Black Barn Mound TQ 771729/ Moonrise 11.52
Electric storms circle the observatory and shafts of silent lightning regularly illuminate this currently rain free site. It very humid though, and condensation is worryingly building on the tent, laptop, video server and on me. I have staked out a water vole hole hidden behind a bank of reeds, should one of my ratlike neighbours decide to brave the weather and come out to eat or to visit the latrine.
Black Barn Mound TQ771729 / Moonrise 10.36
A gust of wind carries a concentrated spatter of rain to the tent. In a fraction of a second it speckles the water of the ditch I’m observing on screen. It’s immediately a real, if shadowy window onto a six metre length of brackish ditch water with a metre high bank of reeds and grasses. The camera reveals scores of tiny Gobi fish, a large shrimp and the long shadowy form of an eel just below the surface. Marsh frogs however, dominate the night scene and link this underworld with mine.
Cliffe Ruins/ TQ 771714/ Moonrise 07.58
At first I thought this 25mm mite was a sick watervole pushed from inside a nearby hole to die. On reflection, I think its a tiny shrew. Though waiting for over an hour, no living member of the vole colony appeared and so I quietly padded away with just this image of a death.

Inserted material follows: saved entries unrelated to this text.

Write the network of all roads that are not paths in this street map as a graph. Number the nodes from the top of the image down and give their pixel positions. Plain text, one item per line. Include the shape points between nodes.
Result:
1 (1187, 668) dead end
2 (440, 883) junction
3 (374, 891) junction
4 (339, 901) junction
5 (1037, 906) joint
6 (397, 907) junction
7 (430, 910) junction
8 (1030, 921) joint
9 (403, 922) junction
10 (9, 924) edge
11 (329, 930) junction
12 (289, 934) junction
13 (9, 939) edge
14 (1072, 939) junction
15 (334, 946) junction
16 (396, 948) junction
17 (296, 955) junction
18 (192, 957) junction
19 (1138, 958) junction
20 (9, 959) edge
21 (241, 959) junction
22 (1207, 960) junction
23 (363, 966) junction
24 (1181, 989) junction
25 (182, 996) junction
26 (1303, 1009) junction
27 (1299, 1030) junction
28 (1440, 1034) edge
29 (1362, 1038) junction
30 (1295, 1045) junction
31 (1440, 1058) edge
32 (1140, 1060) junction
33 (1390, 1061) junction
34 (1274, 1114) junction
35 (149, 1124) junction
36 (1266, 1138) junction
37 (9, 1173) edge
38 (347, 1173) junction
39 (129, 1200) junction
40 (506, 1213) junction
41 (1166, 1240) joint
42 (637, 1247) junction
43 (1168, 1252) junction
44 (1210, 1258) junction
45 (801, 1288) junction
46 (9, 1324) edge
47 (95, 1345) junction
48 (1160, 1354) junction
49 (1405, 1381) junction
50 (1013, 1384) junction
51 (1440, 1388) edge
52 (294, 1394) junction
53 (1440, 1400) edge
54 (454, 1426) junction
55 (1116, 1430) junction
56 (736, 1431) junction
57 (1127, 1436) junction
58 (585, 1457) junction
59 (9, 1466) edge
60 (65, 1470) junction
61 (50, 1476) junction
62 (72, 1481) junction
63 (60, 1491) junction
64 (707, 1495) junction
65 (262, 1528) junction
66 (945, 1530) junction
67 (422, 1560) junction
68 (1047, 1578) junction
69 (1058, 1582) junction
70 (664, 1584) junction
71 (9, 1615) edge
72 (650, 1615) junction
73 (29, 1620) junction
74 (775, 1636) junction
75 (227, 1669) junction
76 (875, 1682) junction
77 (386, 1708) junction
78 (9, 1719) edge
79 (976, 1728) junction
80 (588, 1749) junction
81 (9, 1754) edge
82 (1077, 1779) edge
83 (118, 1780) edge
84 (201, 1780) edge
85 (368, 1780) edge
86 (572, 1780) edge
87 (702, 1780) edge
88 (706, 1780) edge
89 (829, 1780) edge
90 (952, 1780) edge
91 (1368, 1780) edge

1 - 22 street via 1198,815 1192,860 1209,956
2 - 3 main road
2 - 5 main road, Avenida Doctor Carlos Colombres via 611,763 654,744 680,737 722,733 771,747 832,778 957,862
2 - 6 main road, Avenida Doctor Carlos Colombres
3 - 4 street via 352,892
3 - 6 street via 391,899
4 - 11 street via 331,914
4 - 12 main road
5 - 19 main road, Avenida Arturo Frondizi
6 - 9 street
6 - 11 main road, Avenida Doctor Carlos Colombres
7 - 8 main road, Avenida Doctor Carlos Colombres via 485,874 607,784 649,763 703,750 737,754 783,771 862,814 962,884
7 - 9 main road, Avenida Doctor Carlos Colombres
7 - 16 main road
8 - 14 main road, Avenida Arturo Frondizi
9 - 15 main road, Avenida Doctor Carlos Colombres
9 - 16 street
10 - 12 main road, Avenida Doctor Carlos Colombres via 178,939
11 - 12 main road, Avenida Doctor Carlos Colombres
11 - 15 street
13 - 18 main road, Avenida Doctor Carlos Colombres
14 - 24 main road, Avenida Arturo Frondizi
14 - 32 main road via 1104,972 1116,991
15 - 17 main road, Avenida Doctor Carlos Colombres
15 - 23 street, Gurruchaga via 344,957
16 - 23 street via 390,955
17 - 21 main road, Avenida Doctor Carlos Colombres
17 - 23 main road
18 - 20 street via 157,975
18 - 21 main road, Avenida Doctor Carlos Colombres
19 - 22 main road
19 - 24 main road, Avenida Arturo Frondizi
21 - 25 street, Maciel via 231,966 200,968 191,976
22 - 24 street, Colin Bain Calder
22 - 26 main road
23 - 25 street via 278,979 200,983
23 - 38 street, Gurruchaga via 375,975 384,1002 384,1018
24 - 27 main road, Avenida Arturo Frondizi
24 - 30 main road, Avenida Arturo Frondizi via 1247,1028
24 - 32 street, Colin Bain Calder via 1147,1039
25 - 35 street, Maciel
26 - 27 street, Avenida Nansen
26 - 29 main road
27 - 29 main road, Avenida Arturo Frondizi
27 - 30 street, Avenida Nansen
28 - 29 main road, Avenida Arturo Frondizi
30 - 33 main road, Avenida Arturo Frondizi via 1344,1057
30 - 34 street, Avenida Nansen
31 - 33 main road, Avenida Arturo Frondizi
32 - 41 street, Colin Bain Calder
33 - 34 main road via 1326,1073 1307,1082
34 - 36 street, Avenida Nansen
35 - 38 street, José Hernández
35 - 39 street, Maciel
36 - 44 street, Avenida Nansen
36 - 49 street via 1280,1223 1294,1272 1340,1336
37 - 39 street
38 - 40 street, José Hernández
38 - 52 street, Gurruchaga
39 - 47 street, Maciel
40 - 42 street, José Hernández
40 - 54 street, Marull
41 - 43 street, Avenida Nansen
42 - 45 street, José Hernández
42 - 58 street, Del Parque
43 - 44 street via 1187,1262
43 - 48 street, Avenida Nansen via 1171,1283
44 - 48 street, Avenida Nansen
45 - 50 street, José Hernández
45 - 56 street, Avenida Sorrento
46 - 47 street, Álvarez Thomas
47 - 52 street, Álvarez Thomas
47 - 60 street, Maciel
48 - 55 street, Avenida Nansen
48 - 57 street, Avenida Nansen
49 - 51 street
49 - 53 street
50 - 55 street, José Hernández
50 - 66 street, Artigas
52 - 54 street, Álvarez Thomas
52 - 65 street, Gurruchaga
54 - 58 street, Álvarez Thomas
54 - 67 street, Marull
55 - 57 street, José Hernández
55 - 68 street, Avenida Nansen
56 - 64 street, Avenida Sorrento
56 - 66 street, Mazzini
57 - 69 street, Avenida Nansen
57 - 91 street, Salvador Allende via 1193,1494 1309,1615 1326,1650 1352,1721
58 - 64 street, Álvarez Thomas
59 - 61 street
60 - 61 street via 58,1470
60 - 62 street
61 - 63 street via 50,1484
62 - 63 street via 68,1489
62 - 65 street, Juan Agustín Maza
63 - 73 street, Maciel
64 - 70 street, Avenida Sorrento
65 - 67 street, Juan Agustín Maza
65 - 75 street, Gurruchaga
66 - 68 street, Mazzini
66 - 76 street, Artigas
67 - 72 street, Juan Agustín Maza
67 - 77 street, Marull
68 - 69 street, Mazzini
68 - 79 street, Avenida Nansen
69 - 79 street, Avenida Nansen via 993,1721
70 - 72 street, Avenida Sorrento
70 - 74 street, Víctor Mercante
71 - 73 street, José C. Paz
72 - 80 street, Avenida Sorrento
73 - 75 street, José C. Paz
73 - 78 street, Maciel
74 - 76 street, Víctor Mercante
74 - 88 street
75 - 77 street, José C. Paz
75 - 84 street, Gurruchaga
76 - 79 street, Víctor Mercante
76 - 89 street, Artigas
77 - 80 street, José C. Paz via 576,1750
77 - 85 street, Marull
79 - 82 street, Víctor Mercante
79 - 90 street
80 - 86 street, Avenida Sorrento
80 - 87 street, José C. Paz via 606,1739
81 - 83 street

Cliffe Ruins/ TQ771714/ Moonrise 06.33am
‘You used to get grass snakes over there by the sea wall, and there’s edible snails on that bank over there’ It’s about eight thirty in the evening and John, out walking his dog, helpfully shares his knowledge of the local wildlife. This one looks like a common garden snail, but is it edible? I could never tell an edible mushroom from a poisonous one either. One the other hand, I am sure there are many birds, toads and hedgehogs here that would find any sort of snail acceptable fare – whose food and indeed whose environment is it.
Cliffe Ruins TQ 771714/ moonrise 05.05 (new moon)
The Aztec moon god, was sometimes pictured as a rabbit, whilst Chinese, Japanese and Korean lore all feature a rabbit in the moon. Tonight’s new moon however, has been totally rabbit free. Ne’er a bushy tail nor quivering nose to be seen for miles.
These marshes are like a giant Swiss cheese, hollowed, tunnelled and undermined by the fervent digging of this wanton army. They have colonised so many a path and earth bank that it’s a wonder all the water in the lagoons has not drained away. Every twilight step is usually accompanied by a speedy blur as singletons and sometimes entire families, leg it at my approach.
Is their absence perhaps the result of some unknown effect of lunar gravity? With so many predators around, perhaps its simply a question of staying safe on the darkest night (When there’s no big rabbit in the sky to watch over them).